- **Task details**
What lines in the listing below hold the string "halo"? Please copy them out.

*** Block opens ***

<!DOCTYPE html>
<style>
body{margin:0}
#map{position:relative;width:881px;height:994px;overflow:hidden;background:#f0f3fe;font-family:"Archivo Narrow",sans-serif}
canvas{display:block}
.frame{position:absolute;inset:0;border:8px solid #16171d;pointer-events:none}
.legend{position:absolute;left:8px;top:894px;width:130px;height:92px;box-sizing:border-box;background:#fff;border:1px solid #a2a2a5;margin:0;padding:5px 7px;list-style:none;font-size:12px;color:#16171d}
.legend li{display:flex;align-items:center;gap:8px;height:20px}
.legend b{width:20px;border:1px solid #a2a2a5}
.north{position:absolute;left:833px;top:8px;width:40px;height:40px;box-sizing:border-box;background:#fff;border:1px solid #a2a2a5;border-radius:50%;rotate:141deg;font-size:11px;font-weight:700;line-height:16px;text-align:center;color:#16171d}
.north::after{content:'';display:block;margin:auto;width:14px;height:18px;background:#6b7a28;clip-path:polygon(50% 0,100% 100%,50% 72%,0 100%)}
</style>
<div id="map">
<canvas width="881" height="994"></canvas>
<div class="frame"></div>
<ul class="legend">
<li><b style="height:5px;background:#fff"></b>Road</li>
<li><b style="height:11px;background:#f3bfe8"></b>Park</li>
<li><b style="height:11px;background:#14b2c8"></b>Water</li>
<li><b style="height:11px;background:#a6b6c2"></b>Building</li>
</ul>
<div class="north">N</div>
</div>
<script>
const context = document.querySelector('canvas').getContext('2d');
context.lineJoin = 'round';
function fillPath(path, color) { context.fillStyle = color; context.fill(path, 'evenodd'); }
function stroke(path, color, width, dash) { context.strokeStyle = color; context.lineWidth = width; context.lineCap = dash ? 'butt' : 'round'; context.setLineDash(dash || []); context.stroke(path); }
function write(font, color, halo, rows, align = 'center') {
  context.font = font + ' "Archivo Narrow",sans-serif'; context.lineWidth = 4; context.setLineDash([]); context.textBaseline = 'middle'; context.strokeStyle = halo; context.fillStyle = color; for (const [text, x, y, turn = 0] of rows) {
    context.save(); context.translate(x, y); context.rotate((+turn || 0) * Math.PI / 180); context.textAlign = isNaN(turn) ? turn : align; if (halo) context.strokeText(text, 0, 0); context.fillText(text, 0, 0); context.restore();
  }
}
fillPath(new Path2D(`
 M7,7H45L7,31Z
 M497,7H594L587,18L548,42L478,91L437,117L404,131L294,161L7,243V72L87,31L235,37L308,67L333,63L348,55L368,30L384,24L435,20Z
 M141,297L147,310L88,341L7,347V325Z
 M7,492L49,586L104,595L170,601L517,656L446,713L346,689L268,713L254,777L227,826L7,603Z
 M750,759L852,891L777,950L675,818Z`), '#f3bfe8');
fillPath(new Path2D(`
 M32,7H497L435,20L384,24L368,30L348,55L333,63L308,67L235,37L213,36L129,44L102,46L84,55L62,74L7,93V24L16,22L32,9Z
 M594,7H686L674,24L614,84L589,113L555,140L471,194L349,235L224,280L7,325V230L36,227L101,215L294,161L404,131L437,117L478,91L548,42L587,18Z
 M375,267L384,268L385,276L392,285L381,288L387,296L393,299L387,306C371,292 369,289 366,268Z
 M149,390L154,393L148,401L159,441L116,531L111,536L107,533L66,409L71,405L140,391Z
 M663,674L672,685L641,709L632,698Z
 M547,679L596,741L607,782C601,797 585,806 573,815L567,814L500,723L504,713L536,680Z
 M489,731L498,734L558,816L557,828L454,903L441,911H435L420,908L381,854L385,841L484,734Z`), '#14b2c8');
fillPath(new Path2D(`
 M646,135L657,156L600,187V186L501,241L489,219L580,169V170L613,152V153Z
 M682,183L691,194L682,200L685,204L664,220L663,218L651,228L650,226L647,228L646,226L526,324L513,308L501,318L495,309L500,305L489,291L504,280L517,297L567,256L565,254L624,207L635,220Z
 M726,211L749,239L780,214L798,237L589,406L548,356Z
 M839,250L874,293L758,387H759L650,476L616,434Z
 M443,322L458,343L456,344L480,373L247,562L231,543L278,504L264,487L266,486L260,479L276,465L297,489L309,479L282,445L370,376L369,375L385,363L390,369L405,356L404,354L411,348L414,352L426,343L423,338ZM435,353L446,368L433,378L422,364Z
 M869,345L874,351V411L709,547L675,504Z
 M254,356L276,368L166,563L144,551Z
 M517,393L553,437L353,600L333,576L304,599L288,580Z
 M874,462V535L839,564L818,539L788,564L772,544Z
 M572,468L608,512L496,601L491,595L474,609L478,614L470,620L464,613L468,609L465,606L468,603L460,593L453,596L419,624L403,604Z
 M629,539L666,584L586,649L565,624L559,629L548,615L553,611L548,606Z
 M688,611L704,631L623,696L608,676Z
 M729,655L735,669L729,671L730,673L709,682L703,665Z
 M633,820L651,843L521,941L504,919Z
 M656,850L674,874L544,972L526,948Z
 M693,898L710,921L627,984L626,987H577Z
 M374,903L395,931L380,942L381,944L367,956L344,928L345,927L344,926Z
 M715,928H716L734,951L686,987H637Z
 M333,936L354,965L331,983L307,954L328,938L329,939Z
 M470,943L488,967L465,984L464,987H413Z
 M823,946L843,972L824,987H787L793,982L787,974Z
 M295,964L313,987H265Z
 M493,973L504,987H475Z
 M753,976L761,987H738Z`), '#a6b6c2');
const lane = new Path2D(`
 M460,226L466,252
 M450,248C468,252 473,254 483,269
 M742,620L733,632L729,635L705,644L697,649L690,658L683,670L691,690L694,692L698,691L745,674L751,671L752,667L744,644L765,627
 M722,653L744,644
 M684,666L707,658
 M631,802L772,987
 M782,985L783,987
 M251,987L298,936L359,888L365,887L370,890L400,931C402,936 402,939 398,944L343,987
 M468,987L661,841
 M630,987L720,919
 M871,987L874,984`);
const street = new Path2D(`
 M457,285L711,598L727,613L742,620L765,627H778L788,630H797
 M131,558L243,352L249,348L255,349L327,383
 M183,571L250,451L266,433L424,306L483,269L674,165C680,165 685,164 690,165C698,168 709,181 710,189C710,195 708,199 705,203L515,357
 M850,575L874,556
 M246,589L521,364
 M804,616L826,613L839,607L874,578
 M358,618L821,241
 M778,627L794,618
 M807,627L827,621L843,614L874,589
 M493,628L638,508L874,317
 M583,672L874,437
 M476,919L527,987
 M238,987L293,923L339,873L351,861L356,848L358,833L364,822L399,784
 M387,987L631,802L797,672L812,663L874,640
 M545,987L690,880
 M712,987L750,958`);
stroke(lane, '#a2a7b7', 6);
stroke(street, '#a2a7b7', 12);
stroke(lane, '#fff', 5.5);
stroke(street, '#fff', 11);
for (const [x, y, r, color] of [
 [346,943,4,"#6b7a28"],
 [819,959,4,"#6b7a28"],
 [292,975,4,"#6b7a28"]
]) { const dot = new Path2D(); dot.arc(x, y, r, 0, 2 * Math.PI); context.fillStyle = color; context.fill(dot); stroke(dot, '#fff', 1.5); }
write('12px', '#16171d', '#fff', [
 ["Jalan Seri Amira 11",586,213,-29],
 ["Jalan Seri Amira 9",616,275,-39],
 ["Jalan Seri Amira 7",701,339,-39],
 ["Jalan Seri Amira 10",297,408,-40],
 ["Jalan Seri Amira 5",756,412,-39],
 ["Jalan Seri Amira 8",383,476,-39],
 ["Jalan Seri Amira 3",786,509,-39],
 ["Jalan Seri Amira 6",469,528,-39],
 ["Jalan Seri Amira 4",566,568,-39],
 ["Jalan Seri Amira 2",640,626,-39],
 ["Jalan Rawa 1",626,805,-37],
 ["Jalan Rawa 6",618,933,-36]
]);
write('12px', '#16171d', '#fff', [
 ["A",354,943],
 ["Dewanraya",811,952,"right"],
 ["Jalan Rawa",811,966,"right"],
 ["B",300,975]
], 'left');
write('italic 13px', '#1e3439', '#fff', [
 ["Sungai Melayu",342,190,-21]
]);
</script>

*** Block closes ***

- **Reply**
function write(font, color, halo, rows, align = 'center') {
  context.font = font + ' "Archivo Narrow",sans-serif'; context.lineWidth = 4; context.setLineDash([]); context.textBaseline = 'middle'; context.strokeStyle = halo; context.fillStyle = color; for (const [text, x, y, turn = 0] of rows) {
    context.save(); context.translate(x, y); context.rotate((+turn || 0) * Math.PI / 180); context.textAlign = isNaN(turn) ? turn : align; if (halo) context.strokeText(text, 0, 0); context.fillText(text, 0, 0); context.restore();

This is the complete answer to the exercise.